(Listed entries Opens)

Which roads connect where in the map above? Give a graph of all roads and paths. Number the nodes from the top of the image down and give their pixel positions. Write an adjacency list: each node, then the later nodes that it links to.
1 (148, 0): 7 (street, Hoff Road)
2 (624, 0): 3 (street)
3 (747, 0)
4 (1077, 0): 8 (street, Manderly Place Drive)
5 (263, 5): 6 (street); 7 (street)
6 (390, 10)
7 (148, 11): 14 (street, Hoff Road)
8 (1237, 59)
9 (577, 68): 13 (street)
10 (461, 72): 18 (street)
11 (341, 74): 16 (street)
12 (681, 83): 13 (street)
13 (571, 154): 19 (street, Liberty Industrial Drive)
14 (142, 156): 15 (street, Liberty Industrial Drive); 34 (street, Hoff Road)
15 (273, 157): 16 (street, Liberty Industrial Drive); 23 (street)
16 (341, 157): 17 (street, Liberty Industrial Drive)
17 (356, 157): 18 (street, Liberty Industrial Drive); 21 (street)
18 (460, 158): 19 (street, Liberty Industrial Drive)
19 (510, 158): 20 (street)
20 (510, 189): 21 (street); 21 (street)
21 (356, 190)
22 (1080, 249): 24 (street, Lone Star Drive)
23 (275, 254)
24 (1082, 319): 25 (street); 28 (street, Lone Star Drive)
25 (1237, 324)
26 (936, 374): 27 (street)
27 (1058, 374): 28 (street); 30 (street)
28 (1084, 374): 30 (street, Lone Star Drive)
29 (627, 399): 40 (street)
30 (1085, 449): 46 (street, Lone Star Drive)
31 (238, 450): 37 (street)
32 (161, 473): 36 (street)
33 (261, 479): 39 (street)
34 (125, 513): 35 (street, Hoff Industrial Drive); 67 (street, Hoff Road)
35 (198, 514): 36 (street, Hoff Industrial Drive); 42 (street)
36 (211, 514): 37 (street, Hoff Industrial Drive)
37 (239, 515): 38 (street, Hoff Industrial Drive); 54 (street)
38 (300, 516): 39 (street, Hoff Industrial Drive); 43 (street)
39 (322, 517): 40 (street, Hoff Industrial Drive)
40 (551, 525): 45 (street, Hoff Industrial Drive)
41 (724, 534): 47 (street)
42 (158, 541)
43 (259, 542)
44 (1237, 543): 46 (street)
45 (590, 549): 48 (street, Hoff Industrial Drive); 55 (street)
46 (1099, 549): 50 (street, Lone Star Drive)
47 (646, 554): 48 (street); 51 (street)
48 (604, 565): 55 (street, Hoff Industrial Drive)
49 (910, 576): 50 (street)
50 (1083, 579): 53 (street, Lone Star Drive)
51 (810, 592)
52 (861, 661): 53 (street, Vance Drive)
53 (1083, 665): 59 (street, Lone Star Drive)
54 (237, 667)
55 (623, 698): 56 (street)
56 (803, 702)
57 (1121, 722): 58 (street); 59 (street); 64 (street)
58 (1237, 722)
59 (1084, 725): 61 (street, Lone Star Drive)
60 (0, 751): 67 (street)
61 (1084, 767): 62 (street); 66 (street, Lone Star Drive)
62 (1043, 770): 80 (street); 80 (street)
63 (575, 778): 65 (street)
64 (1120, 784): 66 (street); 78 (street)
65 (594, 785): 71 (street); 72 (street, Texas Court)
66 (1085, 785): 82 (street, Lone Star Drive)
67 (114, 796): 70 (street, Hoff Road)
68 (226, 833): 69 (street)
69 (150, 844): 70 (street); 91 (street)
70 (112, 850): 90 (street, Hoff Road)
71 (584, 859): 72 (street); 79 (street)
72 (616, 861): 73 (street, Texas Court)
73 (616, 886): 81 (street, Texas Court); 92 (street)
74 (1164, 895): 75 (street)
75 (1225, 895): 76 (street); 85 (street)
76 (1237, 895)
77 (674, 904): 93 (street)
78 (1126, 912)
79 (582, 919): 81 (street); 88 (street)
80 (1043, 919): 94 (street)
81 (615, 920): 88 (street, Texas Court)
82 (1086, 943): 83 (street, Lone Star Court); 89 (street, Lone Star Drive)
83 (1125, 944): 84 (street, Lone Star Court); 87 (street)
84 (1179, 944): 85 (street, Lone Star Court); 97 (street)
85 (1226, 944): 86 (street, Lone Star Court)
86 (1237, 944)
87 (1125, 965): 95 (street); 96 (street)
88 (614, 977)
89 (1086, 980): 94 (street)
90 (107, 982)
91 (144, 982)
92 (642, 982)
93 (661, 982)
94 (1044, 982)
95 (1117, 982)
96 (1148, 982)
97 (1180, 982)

(Listed entries Closes)

▶ **Action item**:
This exercise requires an exact copy of all the records.

▶ **Solution for this task**:
Which roads connect where in the map above? Give a graph of all roads and paths. Number the nodes from the top of the image down and give their pixel positions. Write an adjacency list: each node, then the later nodes that it links to.
1 (148, 0): 7 (street, Hoff Road)
2 (624, 0): 3 (street)
3 (747, 0)
4 (1077, 0): 8 (street, Manderly Place Drive)
5 (263, 5): 6 (street); 7 (street)
6 (390, 10)
7 (148, 11): 14 (street, Hoff Road)
8 (1237, 59)
9 (577, 68): 13 (street)
10 (461, 72): 18 (street)
11 (341, 74): 16 (street)
12 (681, 83): 13 (street)
13 (571, 154): 19 (street, Liberty Industrial Drive)
14 (142, 156): 15 (street, Liberty Industrial Drive); 34 (street, Hoff Road)
15 (273, 157): 16 (street, Liberty Industrial Drive); 23 (street)
16 (341, 157): 17 (street, Liberty Industrial Drive)
17 (356, 157): 18 (street, Liberty Industrial Drive); 21 (street)
18 (460, 158): 19 (street, Liberty Industrial Drive)
19 (510, 158): 20 (street)
20 (510, 189): 21 (street); 21 (street)
21 (356, 190)
22 (1080, 249): 24 (street, Lone Star Drive)
23 (275, 254)
24 (1082, 319): 25 (street); 28 (street, Lone Star Drive)
25 (1237, 324)
26 (936, 374): 27 (street)
27 (1058, 374): 28 (street); 30 (street)
28 (1084, 374): 30 (street, Lone Star Drive)
29 (627, 399): 40 (street)
30 (1085, 449): 46 (street, Lone Star Drive)
31 (238, 450): 37 (street)
32 (161, 473): 36 (street)
33 (261, 479): 39 (street)
34 (125, 513): 35 (street, Hoff Industrial Drive); 67 (street, Hoff Road)
35 (198, 514): 36 (street, Hoff Industrial Drive); 42 (street)
36 (211, 514): 37 (street, Hoff Industrial Drive)
37 (239, 515): 38 (street, Hoff Industrial Drive); 54 (street)
38 (300, 516): 39 (street, Hoff Industrial Drive); 43 (street)
39 (322, 517): 40 (street, Hoff Industrial Drive)
40 (551, 525): 45 (street, Hoff Industrial Drive)
41 (724, 534): 47 (street)
42 (158, 541)
43 (259, 542)
44 (1237, 543): 46 (street)
45 (590, 549): 48 (street, Hoff Industrial Drive); 55 (street)
46 (1099, 549): 50 (street, Lone Star Drive)
47 (646, 554): 48 (street); 51 (street)
48 (604, 565): 55 (street, Hoff Industrial Drive)
49 (910, 576): 50 (street)
50 (1083, 579): 53 (street, Lone Star Drive)
51 (810, 592)
52 (861, 661): 53 (street, Vance Drive)
53 (1083, 665): 59 (street, Lone Star Drive)
54 (237, 667)
55 (623, 698): 56 (street)
56 (803, 702)
57 (1121, 722): 58 (street); 59 (street); 64 (street)
58 (1237, 722)
59 (1084, 725): 61 (street, Lone Star Drive)
60 (0, 751): 67 (street)
61 (1084, 767): 62 (street); 66 (street, Lone Star Drive)
62 (1043, 770): 80 (street); 80 (street)
63 (575, 778): 65 (street)
64 (1120, 784): 66 (street); 78 (street)
65 (594, 785): 71 (street); 72 (street, Texas Court)
66 (1085, 785): 82 (street, Lone Star Drive)
67 (114, 796): 70 (street, Hoff Road)
68 (226, 833): 69 (street)
69 (150, 844): 70 (street); 91 (street)
70 (112, 850): 90 (street, Hoff Road)
71 (584, 859): 72 (street); 79 (street)
72 (616, 861): 73 (street, Texas Court)
73 (616, 886): 81 (street, Texas Court); 92 (street)
74 (1164, 895): 75 (street)
75 (1225, 895): 76 (street); 85 (street)
76 (1237, 895)
77 (674, 904): 93 (street)
78 (1126, 912)
79 (582, 919): 81 (street); 88 (street)
80 (1043, 919): 94 (street)
81 (615, 920): 88 (street, Texas Court)
82 (1086, 943): 83 (street, Lone Star Court); 89 (street, Lone Star Drive)
83 (1125, 944): 84 (street, Lone Star Court); 87 (street)
84 (1179, 944): 85 (street, Lone Star Court); 97 (street)
85 (1226, 944): 86 (street, Lone Star Court)
86 (1237, 944)
87 (1125, 965): 95 (street); 96 (street)
88 (614, 977)
89 (1086, 980): 94 (street)
90 (107, 982)
91 (144, 982)
92 (642, 982)
93 (661, 982)
94 (1044, 982)
95 (1117, 982)
96 (1148, 982)
97 (1180, 982)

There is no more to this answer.